Chapter 19: Saving, Loading, and Callbacks¶
“Training is hard-earned. Never lose progress. Save smart, load fast, and train with foresight.”
This chapter focuses on one of the most practical and essential aspects of any machine learning workflow: saving and restoring models and automating training behavior with callbacks.
By the end, you'll know how to:
- Save your model weights or full architecture
- Load and resume training or inference
- Use callbacks like EarlyStopping, ModelCheckpoint, and custom logic
- Ensure your work survives interruptions and scales reliably
Saving Your Model¶
There are two main formats in TensorFlow:
1. SavedModel Format (Recommended)¶
model.save('saved_model/my_model')
new_model = tf.keras.models.load_model('saved_model/my_model')
- Architecture
- Weights
- Training config
- Optimizer state
2. HDF5 Format (.h5)¶
model.save('my_model.h5')
new_model = tf.keras.models.load_model('my_model.h5')
Saving Only Weights¶
If you just want to save parameters:
model.save_weights('weights.ckpt')
model.load_weights('weights.ckpt')
- You want to share weights but not the model code
- You're using subclassed models
Using Callbacks¶
Callbacks are hooks into the training loop that let you intervene at key moments: epoch end, batch end, etc.
🔹 Common Callbacks¶
1. Early Stopping Stop training if validation loss doesn’t improve.
tf.keras.callbacks.EarlyStopping(
monitor='val_loss',
patience=3,
restore_best_weights=True
)
tf.keras.callbacks.ModelCheckpoint(
filepath='best_model.h5',
save_best_only=True,
monitor='val_loss',
mode='min'
)
tf.keras.callbacks.LearningRateScheduler(lambda epoch: 1e-3 * 0.95 ** epoch)
Using Callbacks in fit()
¶
callbacks = [
tf.keras.callbacks.EarlyStopping(monitor='val_loss', patience=3),
tf.keras.callbacks.ModelCheckpoint(filepath='best_model.keras', save_best_only=True)
]
model.fit(
x_train, y_train,
validation_split=0.2,
epochs=20,
callbacks=callbacks
)
Custom Callback (Advanced)¶
You can define your own logic:
class PrintEpoch(tf.keras.callbacks.Callback):
def on_epoch_end(self, epoch, logs=None):
print(f"Epoch {epoch+1} finished.
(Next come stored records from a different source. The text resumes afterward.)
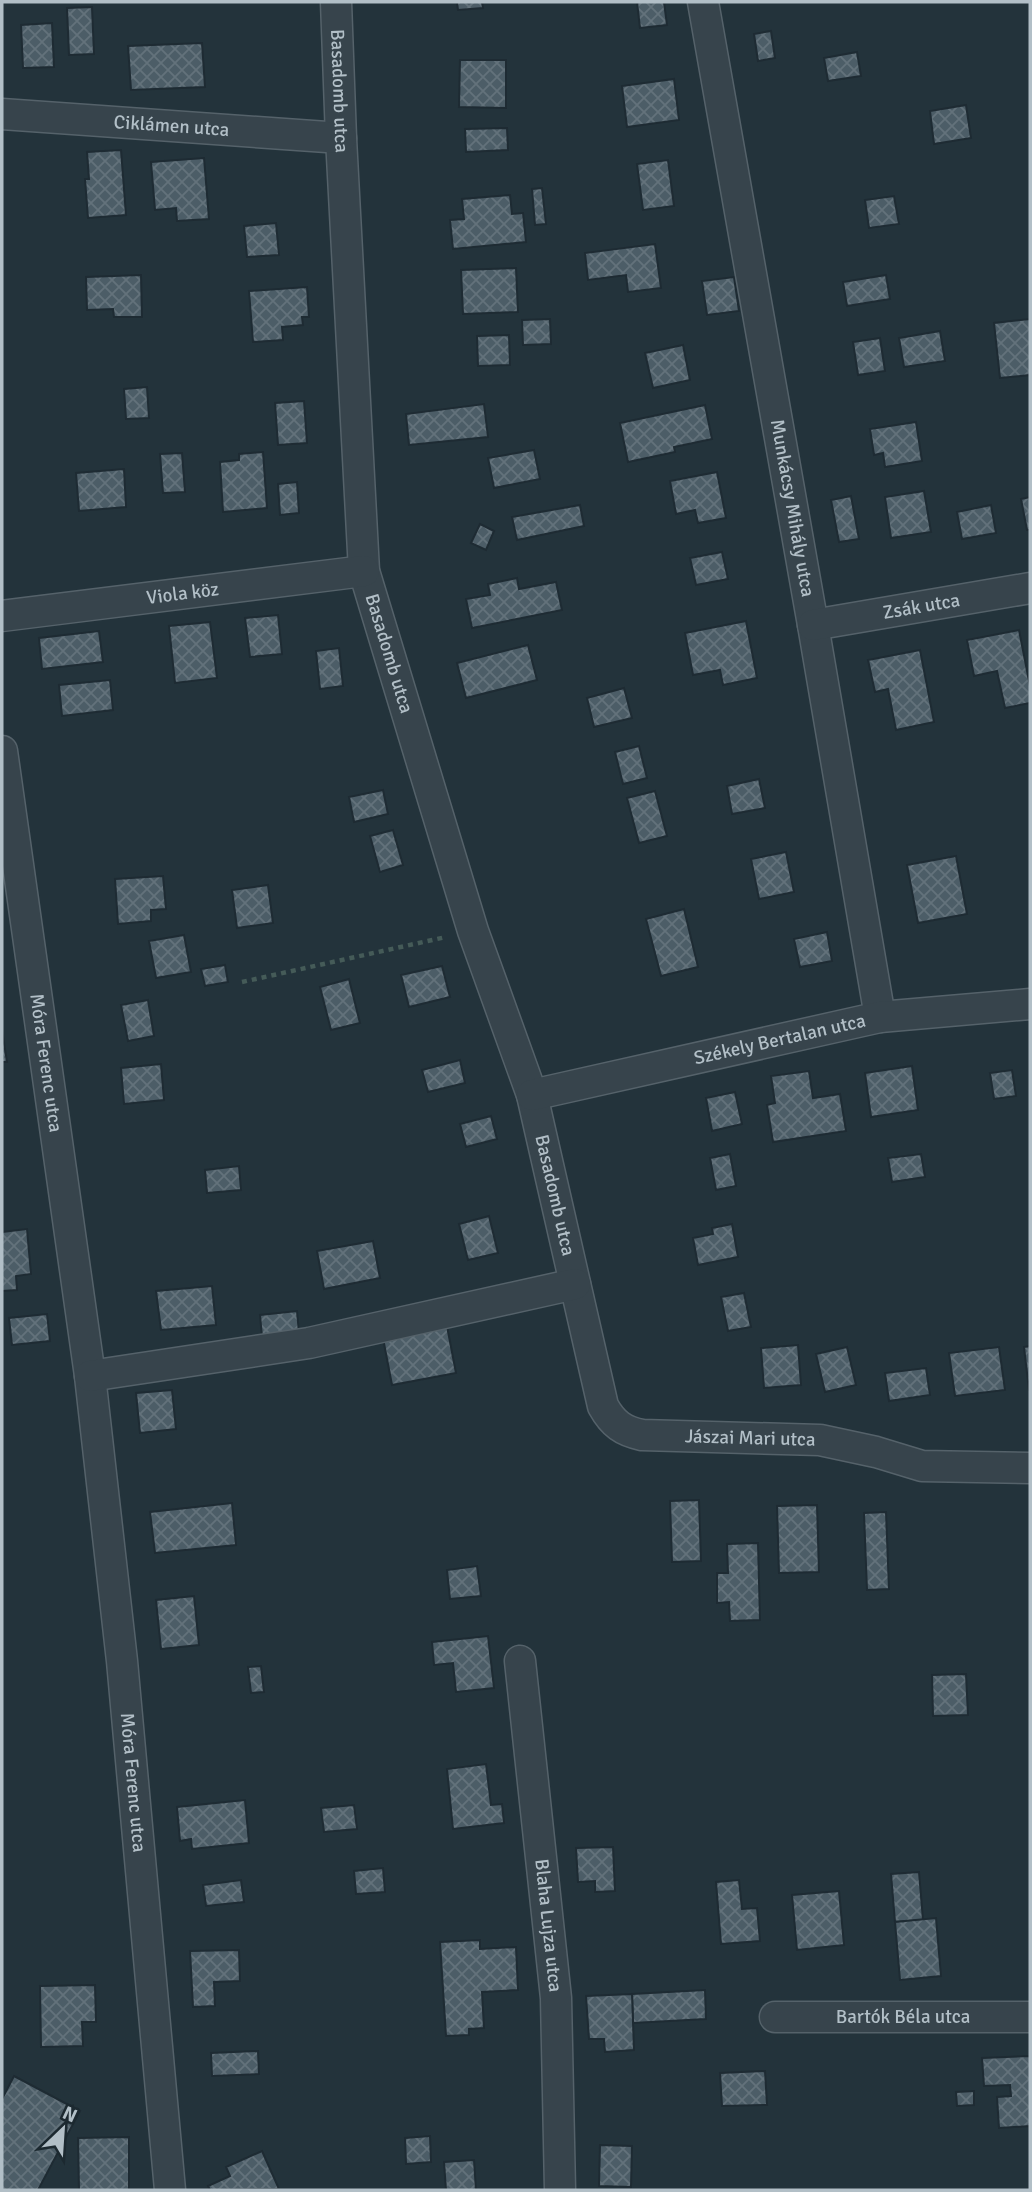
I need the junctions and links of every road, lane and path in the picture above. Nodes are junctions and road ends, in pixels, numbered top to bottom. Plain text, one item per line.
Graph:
1 (336, 2) edge
2 (703, 2) edge
3 (2, 114) edge
4 (341, 138) junction
5 (365, 571) junction
6 (1030, 588) edge
7 (2, 616) edge
8 (813, 625) junction
9 (2, 751) edge
10 (473, 931) junction
11 (242, 982) dead end
12 (1030, 1004) edge
13 (880, 1017) junction
14 (532, 1095) junction
15 (575, 1284) junction
16 (90, 1376) junction
17 (1030, 1468) edge
18 (520, 1661) dead end
19 (775, 2017) dead end
20 (1030, 2017) edge
21 (170, 2190) edge
22 (560, 2190) edge

1 - 4 street, Basadomb utca
2 - 8 street, Munkácsy Mihály utca
3 - 4 street, Ciklámen utca
4 - 5 street, Basadomb utca
5 - 7 street, Viola köz
5 - 10 street, Basadomb utca
6 - 8 street, Zsák utca
8 - 13 street, Munkácsy Mihály utca
9 - 16 street, Móra Ferenc utca
10 - 11 path
10 - 14 street, Basadomb utca
12 - 13 street, Székely Bertalan utca
13 - 14 street, Székely Bertalan utca
14 - 15 street, Basadomb utca
15 - 16 street
15 - 17 street, Jászai Mari utca
16 - 21 street, Móra Ferenc utca
18 - 22 street, Blaha Lujza utca
19 - 20 street, Bartók Béla utca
Accuracy: {logs['accuracy']:.4f}")
Use with:
model.fit(..., callbacks=[PrintEpoch()])
Summary¶
In this chapter, you:
- Learned to save and load models in multiple formats
- Used callbacks to control training and automate decisions
- Understood when to save weights only vs full model
- Built your own custom callback for fine-grained control
These tools are critical for long training runs, collaborative projects, and production deployment. Always train as if your power might go out. ⚡